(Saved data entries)
★ ★ ★ ★ ★

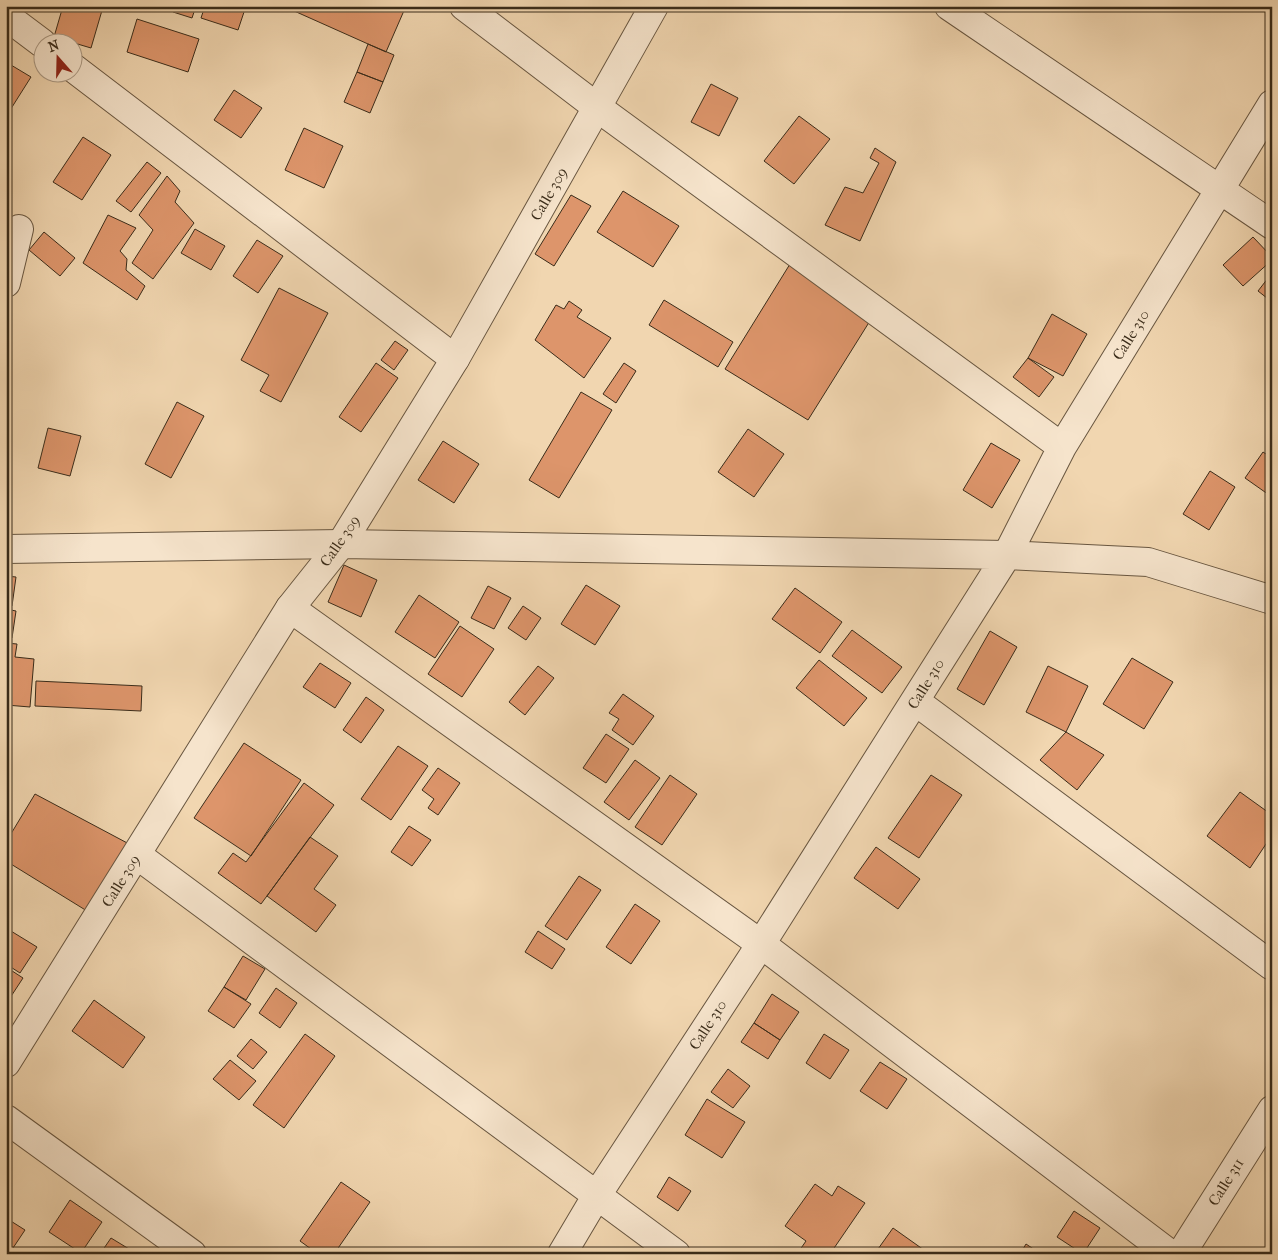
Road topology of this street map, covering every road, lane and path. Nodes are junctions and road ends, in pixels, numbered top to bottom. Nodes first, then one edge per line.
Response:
1 (464, 6) edge
2 (654, 6) edge
3 (950, 6) edge
4 (6, 16) edge
5 (32, 36) edge
6 (82, 75) edge
7 (1272, 104) edge
8 (598, 108) junction
9 (1220, 190) junction
10 (1272, 225) edge
11 (19, 229) dead end
12 (6, 283) edge
13 (455, 359) junction
14 (1062, 447) junction
15 (341, 544) junction
16 (6, 548) edge
17 (1007, 555) junction
18 (1272, 600) edge
19 (290, 608) junction
20 (915, 702) junction
21 (138, 855) junction
22 (761, 944) junction
23 (1272, 966) edge
24 (6, 1063) edge
25 (1272, 1110) edge
26 (6, 1119) edge
27 (597, 1195) junction
28 (192, 1254) edge
29 (562, 1254) edge
30 (676, 1254) edge
31 (1170, 1254) edge
32 (1181, 1254) edge

1 - 8 street
2 - 8 street, Calle 309
3 - 9 street
4 - 5 street
6 - 13 street
7 - 9 street, Calle 310
8 - 13 street, Calle 309
8 - 14 street
9 - 10 street
9 - 14 street, Calle 310
11 - 12 street
13 - 15 street, Calle 309
14 - 17 street, Calle 310
15 - 16 street
15 - 17 street
15 - 19 street, Calle 309
17 - 18 street
17 - 20 street, Calle 310
19 - 21 street, Calle 309
19 - 22 street
20 - 22 street, Calle 310
20 - 23 street
21 - 24 street, Calle 309
21 - 27 street
22 - 27 street, Calle 310
22 - 31 street
25 - 32 street, Calle 311
26 - 28 street
27 - 29 street, Calle 310
27 - 30 street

★ ★ ★ ★ ★

TO DO:
Copy out all the entries precisely. No images.

RESPONSE TO THE EXERCISE:
Road topology of this street map, covering every road, lane and path. Nodes are junctions and road ends, in pixels, numbered top to bottom. Nodes first, then one edge per line.
Response:
1 (464, 6) edge
2 (654, 6) edge
3 (950, 6) edge
4 (6, 16) edge
5 (32, 36) edge
6 (82, 75) edge
7 (1272, 104) edge
8 (598, 108) junction
9 (1220, 190) junction
10 (1272, 225) edge
11 (19, 229) dead end
12 (6, 283) edge
13 (455, 359) junction
14 (1062, 447) junction
15 (341, 544) junction
16 (6, 548) edge
17 (1007, 555) junction
18 (1272, 600) edge
19 (290, 608) junction
20 (915, 702) junction
21 (138, 855) junction
22 (761, 944) junction
23 (1272, 966) edge
24 (6, 1063) edge
25 (1272, 1110) edge
26 (6, 1119) edge
27 (597, 1195) junction
28 (192, 1254) edge
29 (562, 1254) edge
30 (676, 1254) edge
31 (1170, 1254) edge
32 (1181, 1254) edge

1 - 8 street
2 - 8 street, Calle 309
3 - 9 street
4 - 5 street
6 - 13 street
7 - 9 street, Calle 310
8 - 13 street, Calle 309
8 - 14 street
9 - 10 street
9 - 14 street, Calle 310
11 - 12 street
13 - 15 street, Calle 309
14 - 17 street, Calle 310
15 - 16 street
15 - 17 street
15 - 19 street, Calle 309
17 - 18 street
17 - 20 street, Calle 310
19 - 21 street, Calle 309
19 - 22 street
20 - 22 street, Calle 310
20 - 23 street
21 - 24 street, Calle 309
21 - 27 street
22 - 27 street, Calle 310
22 - 31 street
25 - 32 street, Calle 311
26 - 28 street
27 - 29 street, Calle 310
27 - 30 street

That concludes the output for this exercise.